> **Stored items**:
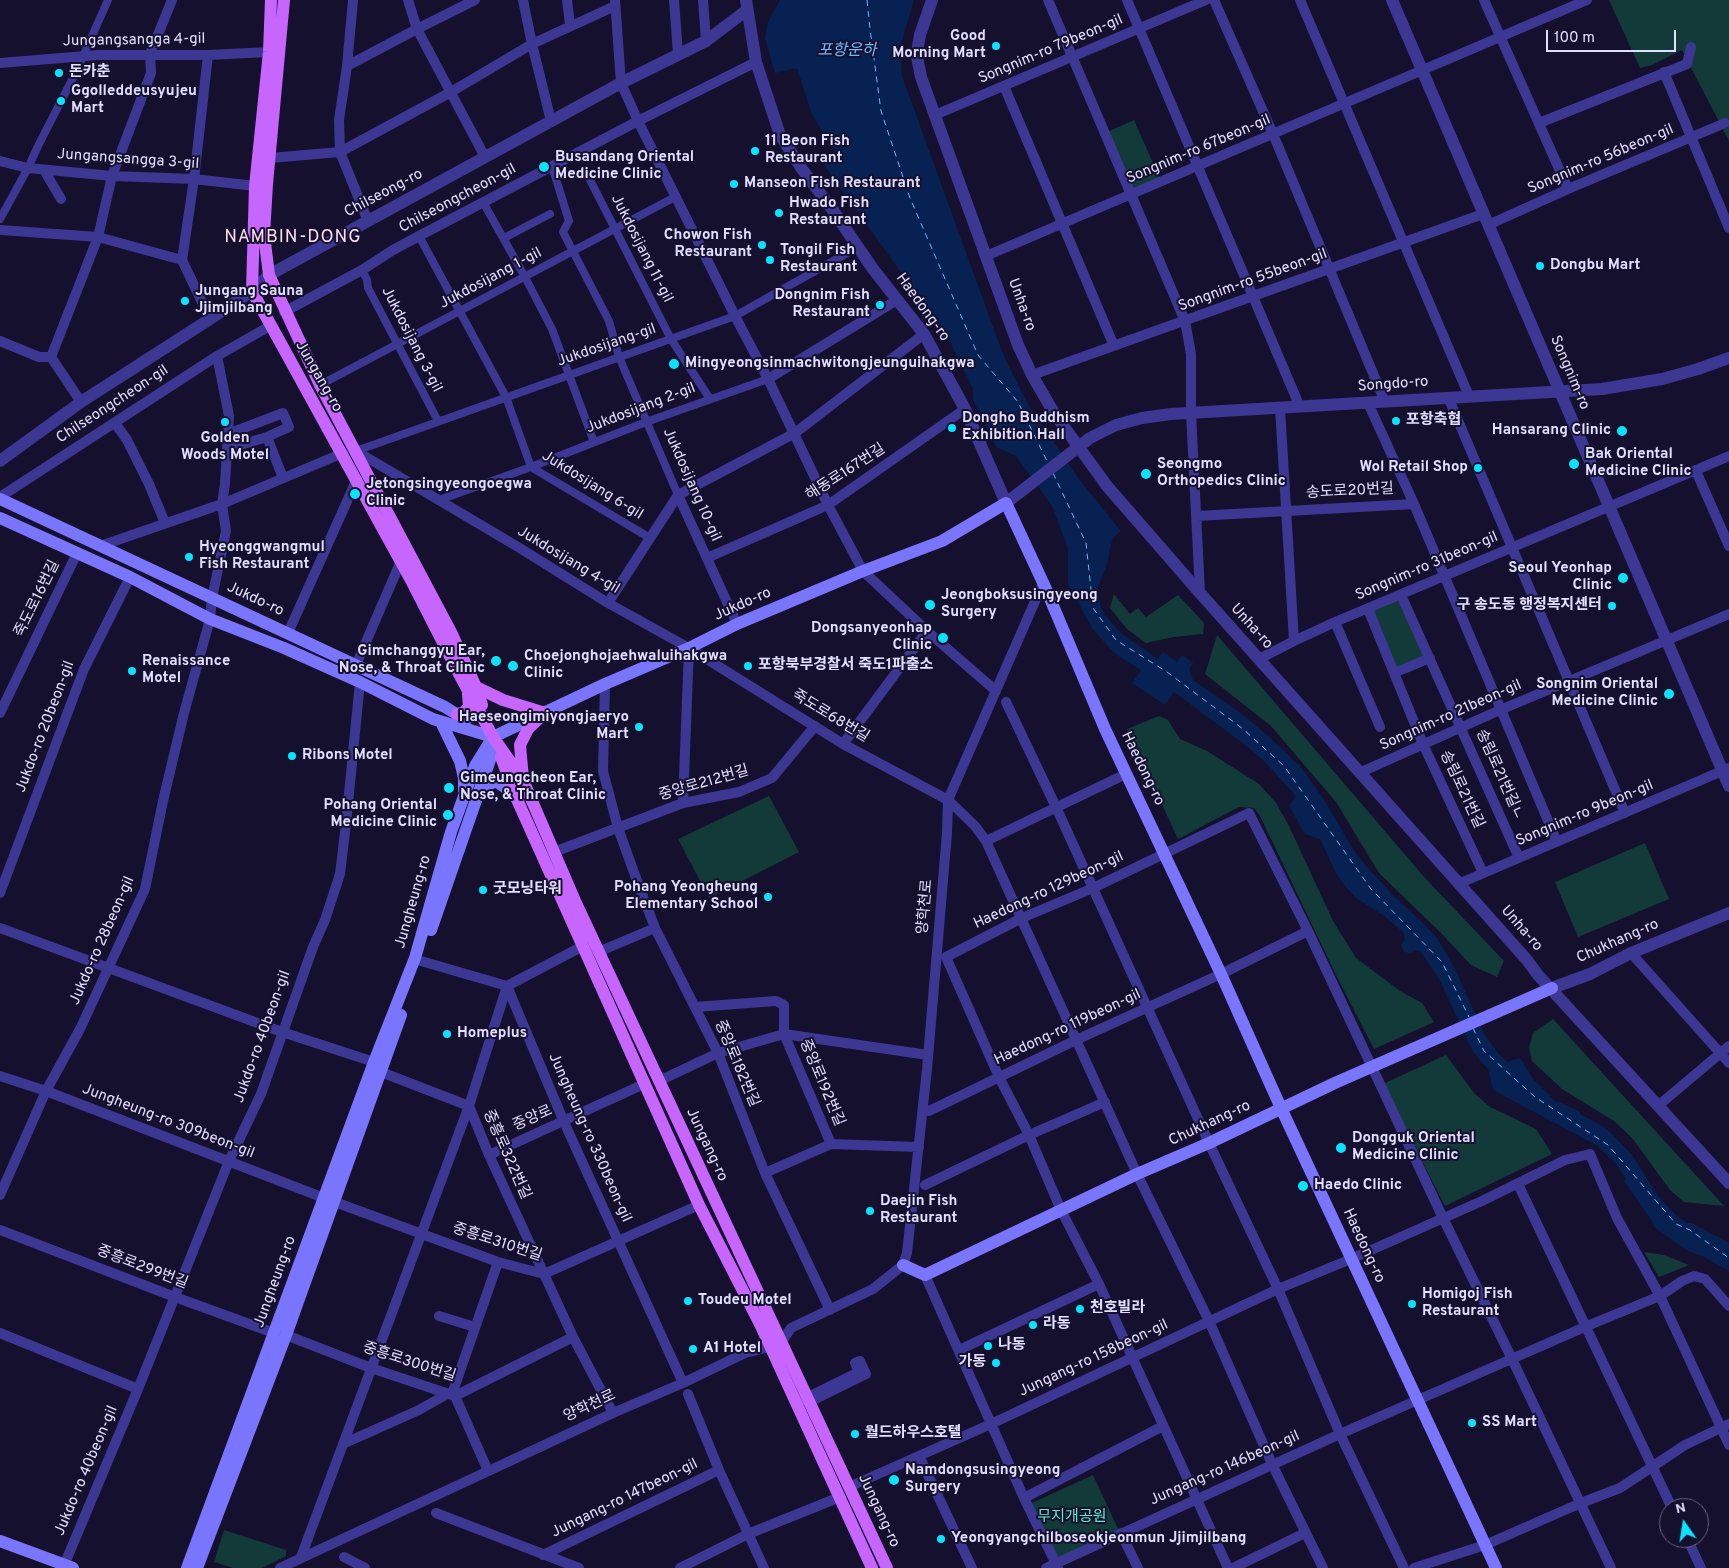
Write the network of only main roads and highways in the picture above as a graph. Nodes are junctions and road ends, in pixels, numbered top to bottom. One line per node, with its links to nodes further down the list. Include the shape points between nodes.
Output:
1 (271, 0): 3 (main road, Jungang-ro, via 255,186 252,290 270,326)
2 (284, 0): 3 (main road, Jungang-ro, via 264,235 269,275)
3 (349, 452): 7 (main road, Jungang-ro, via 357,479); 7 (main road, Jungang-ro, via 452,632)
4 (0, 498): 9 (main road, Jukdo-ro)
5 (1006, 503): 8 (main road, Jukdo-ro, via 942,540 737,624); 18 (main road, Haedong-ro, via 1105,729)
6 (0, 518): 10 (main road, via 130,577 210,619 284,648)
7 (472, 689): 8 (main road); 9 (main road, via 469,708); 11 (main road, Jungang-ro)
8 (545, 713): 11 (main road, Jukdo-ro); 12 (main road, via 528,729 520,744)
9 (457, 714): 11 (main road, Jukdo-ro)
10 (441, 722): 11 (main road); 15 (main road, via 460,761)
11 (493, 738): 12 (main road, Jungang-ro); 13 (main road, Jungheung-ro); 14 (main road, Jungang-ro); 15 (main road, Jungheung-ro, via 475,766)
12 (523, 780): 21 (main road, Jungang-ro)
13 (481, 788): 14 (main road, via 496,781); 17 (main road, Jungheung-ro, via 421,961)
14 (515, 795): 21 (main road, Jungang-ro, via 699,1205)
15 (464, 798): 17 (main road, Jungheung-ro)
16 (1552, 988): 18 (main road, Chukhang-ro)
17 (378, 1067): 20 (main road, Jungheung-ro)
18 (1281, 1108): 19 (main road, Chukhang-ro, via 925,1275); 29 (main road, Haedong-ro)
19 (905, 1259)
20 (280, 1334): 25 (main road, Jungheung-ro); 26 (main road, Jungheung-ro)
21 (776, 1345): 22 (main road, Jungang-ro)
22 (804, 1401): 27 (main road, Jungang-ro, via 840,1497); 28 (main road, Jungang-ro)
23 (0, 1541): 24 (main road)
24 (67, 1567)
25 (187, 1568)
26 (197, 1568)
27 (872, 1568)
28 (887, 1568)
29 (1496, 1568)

> **Task brief**: Tell how many lines in the data above hold "Chukhang". Nothing but the number.

> **Answer to the exercise**: 2